St. Monica is, of course, incredibly upset at the thought that her son has wandered into heresy, and prays fervently for his return. She also finds a bishop who is a convert from Manicheeism and begs him to argue with Augustine and set him straight. He advises her to continue praying and assures her that under the veneer of sophistication their teachings are so nonsensical that Augustine will eventually read and study enough to see through them and return to the true faith. She's granted a consolation which many a parent of present day lapsed Catholics yearns for -- a dream in which she is assured that Augustine will return to her faith. This reassures her (despite Augustine's glib attempt to argue the dream actually meant she would become a Manichean) though she does not slacken her praying.
The edition I'm reading is the Penguin Classics edition of Confessions, translated by R. S. Pine-Coffin.
You can also access a full, modern translation of Augustine's Confessions by Alberet C. Outler online, courtesy of Fordham University.
2 comments:
Re: girlfriend/mistress, wasn't that whole thing an artifact of the laws that noble Romans couldn't marry plebeians or slaves or whichever one it was, and that their kids would have the lower status instead of the higher and couldn't be adopted higher or anything? Because IIRC, those laws stayed in effect until Justinian put his mind to marrying Theodora....
Anyway, neither girlfriend nor mistress is really a fair name for it. If Christianity hadn't been obedient to civil law, there was nothing stopping them from being regarded as married.

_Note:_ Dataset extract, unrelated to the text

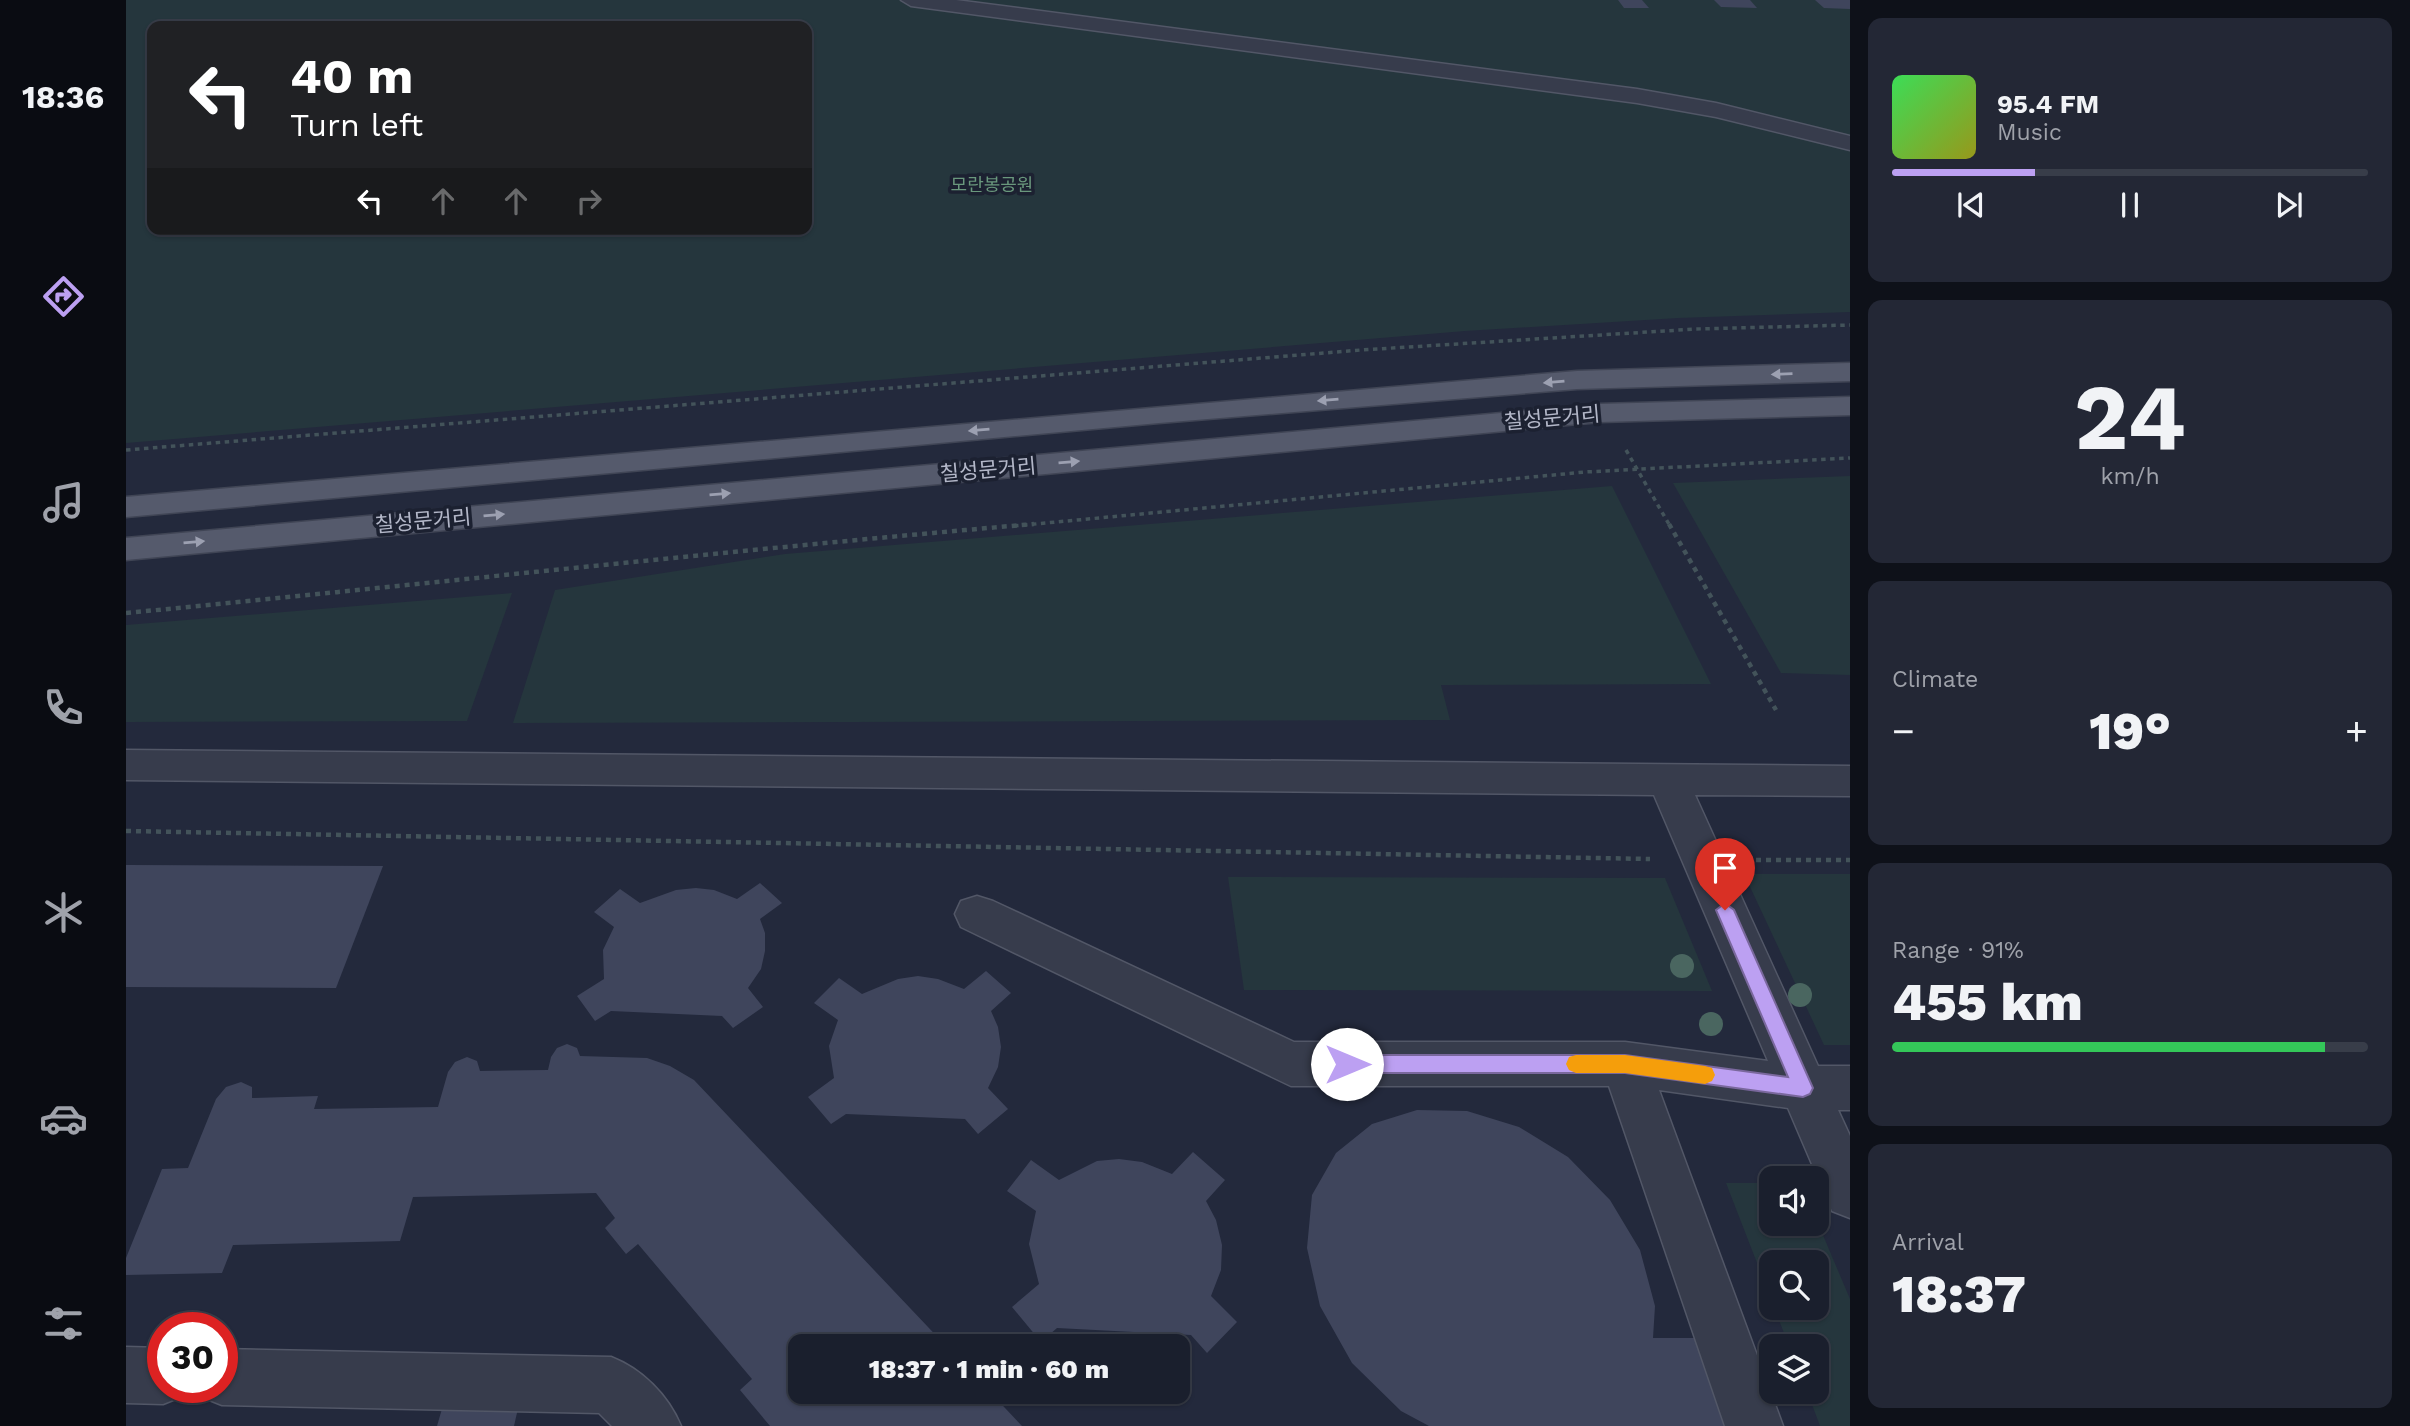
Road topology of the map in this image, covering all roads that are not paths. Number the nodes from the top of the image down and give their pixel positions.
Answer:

I'd always assumed that Augustine's family would have been plebian. Even by the late republic there were plebian nobles, and Augustine's family wasn't hugely rich, though they were comfortable enough, plus they were out in North Africa. So I would think that he could have married her. However, aside from social expectation, Monica also expected him to marry respectably once he was well established in his career. Legal restrictions aside, getting married contrary to your family's wishes was a pretty major transgression then.
Interesting question.
I'm also not sure to what extent the Church blessed marriages which would not be considered civilly valid. Though there are certainly civil Roman examples of people marrying freed slaves or non-Roman citizens. Though it was socially frowned on.